Though The Bay in Pacific Center already smells like Christmas, most of us aren’t thinking much farther ahead than Halloween.  It’s a ‘lite’ holiday.  In fact, it’s not even a holiday.  As far as work and school are concerned, it’s a day like any other- we are required to show up and do things and be productive.  Only we’re supposed to do all of these things either in costumes or anticipating (or dreading) costumes.  I’ve not let Halloween invade my life yet.  I’ve not listened to Thriller or The Monster Mash.  I’ve not racked my brain trying to come up with a clever yet attractive costume idea.

But Halloween burst through my frontal lobe today with such force as I cannot describe.  I suppose I shouldn’t be surprised.  I was browsing racks at Value Village when this all happened and Value Village, as we all know, is to Halloween as The Bay in Pacific Center is to Christmas.

Three things happened in quick succession to pave the way for Halloween’s invasion of my brain-

1) On the store sound system ‘Your Body is a Wonderland’ was followed by ‘The Time Warp.’  This was not only incongruous but also disturbing.  John Mayer should exist only on playlists that also include Jason Mraz and Jack Johnson.  That’s where he belongs, try as she might to shed his ‘nice guy’ sweater, try as he might to fit into those douchebag pants.  In fact, John Mayer should really only exist on mix cds that you made when you were sure that the best things in life were cute boys, wasted time and Bacardi Breezers but I will allow that he is tolerable when played over a mega-store’s sound system.  But not when followed by ‘The Time Warp.’  I don’t know.  The whole sequence left me feeling musically violated.  It was like Halloween- screeching, snarling, dancing Halloween- snuck into my brain behind innocuous John Mayer.

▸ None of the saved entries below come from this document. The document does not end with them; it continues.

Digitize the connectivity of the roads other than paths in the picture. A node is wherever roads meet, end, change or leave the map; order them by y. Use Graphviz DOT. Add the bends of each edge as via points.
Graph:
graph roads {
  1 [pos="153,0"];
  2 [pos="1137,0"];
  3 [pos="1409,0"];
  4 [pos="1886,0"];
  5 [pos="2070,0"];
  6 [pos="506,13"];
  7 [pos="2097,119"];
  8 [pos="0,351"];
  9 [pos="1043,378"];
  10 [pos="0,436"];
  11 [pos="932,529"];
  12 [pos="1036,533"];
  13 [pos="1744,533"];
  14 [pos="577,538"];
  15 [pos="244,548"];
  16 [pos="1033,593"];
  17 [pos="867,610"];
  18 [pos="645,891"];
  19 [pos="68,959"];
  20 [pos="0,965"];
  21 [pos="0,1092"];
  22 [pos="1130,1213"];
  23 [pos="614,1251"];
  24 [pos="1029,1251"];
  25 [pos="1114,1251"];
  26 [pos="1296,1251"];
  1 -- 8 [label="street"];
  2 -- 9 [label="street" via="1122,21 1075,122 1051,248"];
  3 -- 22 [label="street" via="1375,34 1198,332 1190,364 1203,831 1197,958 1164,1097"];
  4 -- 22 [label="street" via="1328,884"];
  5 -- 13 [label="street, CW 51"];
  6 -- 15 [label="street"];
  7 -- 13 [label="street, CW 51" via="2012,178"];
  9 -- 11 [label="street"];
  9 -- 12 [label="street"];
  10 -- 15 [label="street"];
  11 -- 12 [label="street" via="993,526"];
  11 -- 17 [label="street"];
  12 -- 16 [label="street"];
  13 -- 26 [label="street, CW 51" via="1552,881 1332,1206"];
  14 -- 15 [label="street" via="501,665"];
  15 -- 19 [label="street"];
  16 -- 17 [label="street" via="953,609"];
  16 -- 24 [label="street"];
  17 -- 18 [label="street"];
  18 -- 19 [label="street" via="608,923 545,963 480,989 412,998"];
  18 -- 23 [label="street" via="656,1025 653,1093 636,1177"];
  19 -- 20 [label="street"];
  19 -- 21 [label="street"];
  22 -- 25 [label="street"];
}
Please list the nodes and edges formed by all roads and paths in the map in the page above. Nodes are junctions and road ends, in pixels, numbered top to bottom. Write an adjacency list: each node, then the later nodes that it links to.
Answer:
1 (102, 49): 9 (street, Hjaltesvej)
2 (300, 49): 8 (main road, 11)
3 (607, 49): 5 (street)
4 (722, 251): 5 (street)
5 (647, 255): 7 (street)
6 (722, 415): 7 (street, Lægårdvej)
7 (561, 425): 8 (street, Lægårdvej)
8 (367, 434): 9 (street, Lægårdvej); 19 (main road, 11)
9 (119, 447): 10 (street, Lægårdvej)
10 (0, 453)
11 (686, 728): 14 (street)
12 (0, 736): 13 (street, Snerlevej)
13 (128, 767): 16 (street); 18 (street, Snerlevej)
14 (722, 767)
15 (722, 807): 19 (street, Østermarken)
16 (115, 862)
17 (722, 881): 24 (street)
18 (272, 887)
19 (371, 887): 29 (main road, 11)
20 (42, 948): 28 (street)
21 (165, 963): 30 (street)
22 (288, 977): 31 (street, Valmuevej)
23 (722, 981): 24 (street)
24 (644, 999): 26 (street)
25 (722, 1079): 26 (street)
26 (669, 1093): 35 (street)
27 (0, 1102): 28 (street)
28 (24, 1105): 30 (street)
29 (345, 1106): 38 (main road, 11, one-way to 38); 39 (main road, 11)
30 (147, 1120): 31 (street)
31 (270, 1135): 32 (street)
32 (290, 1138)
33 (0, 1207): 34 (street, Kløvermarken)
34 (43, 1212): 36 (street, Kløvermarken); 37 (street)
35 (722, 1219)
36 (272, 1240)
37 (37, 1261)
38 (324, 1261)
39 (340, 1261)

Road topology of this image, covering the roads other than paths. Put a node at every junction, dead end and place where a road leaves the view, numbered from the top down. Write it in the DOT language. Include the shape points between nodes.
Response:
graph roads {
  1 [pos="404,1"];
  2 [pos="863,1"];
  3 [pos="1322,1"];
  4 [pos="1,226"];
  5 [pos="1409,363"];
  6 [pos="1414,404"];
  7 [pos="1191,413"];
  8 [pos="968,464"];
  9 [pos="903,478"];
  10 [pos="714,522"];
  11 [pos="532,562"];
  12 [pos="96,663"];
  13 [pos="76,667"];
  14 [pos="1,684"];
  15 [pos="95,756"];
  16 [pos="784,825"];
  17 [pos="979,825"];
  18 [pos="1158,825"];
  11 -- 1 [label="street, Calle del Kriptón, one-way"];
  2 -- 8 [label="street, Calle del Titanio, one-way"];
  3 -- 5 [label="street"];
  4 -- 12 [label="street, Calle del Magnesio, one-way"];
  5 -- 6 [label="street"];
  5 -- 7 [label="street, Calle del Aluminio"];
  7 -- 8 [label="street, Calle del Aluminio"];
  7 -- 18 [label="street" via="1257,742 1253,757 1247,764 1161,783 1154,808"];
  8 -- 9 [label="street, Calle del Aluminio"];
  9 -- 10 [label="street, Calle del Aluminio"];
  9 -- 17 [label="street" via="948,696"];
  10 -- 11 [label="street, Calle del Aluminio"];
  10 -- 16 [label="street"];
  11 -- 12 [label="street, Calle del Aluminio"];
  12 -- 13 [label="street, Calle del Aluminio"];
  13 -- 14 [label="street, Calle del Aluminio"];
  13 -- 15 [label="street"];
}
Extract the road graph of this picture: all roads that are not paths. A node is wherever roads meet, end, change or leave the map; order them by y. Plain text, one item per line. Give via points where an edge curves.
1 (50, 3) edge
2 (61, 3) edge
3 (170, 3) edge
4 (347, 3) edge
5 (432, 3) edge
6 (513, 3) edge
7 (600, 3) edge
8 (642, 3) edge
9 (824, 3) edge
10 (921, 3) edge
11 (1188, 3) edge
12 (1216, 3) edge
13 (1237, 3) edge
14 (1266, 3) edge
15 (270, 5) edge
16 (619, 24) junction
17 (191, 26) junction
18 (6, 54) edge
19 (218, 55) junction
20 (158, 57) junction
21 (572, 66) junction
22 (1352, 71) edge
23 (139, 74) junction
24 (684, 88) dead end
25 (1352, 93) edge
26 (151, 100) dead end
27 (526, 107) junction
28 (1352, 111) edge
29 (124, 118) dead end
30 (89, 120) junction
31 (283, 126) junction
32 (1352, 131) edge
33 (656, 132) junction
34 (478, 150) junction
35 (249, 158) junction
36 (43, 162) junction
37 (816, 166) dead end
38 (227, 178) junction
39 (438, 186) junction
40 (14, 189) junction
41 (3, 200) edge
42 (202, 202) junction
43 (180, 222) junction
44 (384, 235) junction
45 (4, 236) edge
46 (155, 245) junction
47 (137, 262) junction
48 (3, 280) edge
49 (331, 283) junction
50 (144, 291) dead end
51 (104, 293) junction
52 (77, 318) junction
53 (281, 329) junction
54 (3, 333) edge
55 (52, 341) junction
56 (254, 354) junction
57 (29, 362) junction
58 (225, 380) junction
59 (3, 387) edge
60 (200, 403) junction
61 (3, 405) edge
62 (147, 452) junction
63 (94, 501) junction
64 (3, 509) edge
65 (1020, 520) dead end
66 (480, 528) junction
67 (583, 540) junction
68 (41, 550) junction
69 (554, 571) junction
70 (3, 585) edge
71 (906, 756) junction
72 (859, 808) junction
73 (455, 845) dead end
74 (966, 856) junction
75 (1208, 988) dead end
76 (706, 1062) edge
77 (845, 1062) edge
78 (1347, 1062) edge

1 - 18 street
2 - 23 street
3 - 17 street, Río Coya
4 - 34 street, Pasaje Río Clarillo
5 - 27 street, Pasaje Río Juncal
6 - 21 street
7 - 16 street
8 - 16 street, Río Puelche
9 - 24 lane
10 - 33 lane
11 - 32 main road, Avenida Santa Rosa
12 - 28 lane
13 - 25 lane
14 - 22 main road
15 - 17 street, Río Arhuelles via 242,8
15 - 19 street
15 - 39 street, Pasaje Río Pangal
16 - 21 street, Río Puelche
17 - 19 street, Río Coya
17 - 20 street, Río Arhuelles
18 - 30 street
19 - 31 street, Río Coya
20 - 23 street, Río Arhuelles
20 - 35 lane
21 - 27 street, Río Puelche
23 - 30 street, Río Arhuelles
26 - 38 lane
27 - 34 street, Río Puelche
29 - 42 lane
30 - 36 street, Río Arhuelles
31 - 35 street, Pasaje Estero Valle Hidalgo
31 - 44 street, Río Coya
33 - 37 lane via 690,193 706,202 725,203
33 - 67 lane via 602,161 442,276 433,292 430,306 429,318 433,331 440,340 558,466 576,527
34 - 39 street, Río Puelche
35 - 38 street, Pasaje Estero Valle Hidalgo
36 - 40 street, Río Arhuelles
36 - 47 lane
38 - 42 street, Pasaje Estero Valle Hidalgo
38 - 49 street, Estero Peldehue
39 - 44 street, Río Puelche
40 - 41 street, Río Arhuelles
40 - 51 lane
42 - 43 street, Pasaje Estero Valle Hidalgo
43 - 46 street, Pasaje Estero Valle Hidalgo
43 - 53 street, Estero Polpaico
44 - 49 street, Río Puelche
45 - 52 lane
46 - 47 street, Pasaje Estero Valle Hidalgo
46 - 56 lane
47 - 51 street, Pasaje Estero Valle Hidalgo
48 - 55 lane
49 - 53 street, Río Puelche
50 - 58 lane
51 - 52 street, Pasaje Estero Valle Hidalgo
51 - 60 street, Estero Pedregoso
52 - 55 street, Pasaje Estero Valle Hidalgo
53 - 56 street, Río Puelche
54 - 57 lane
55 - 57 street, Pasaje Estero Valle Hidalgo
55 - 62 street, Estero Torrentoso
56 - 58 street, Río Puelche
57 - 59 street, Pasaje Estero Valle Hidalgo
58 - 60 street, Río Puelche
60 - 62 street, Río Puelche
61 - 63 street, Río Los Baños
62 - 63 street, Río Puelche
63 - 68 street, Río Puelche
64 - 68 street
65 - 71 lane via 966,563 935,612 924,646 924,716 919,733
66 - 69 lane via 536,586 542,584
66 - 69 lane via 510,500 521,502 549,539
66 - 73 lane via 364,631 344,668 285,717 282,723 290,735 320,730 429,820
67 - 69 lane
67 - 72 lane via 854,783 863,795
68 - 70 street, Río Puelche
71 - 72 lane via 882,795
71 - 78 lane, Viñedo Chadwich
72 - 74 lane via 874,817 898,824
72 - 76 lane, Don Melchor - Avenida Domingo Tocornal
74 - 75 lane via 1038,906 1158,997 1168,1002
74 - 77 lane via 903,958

2) As I dashed to the checkout clutching a Betsey Johnson velvet mini-dress I passed the Value Village costume section and I shouldn’t have but I browsed.  Mixed in with all the other slightly ick-tacular ‘sexy’ women’s costumes was a ‘Sexy Raphael’ costume- as in ‘Raphael is cool but rude,’ as in Teenage Mutant Ninja Turtle.  Yes, this Halloween some lucky man is going to have the great privilege of taking home a sexy ninja turtle.  But I think any man who thinks ninja turtles are sexy is a man who is not to be trusted, no?  I think that any woman who dresses up as Sexy Raphael for Halloween should be wary of any man who wants to take her home.  Same thing goes for men who are attracted to women dressed up as Sexy Spongebob and men who are attracted to women  dressed as Snooki.

3) Still clutching a Betsey Johnson crushed velvet mini-dress, I ran out of the store only to be confronted by a man asking me for change while he peeled off his jeans and pulled on a pair of costume pirate pants.

I’ve now got Halloween in my head.  I guess it’s time to listen to Thriller.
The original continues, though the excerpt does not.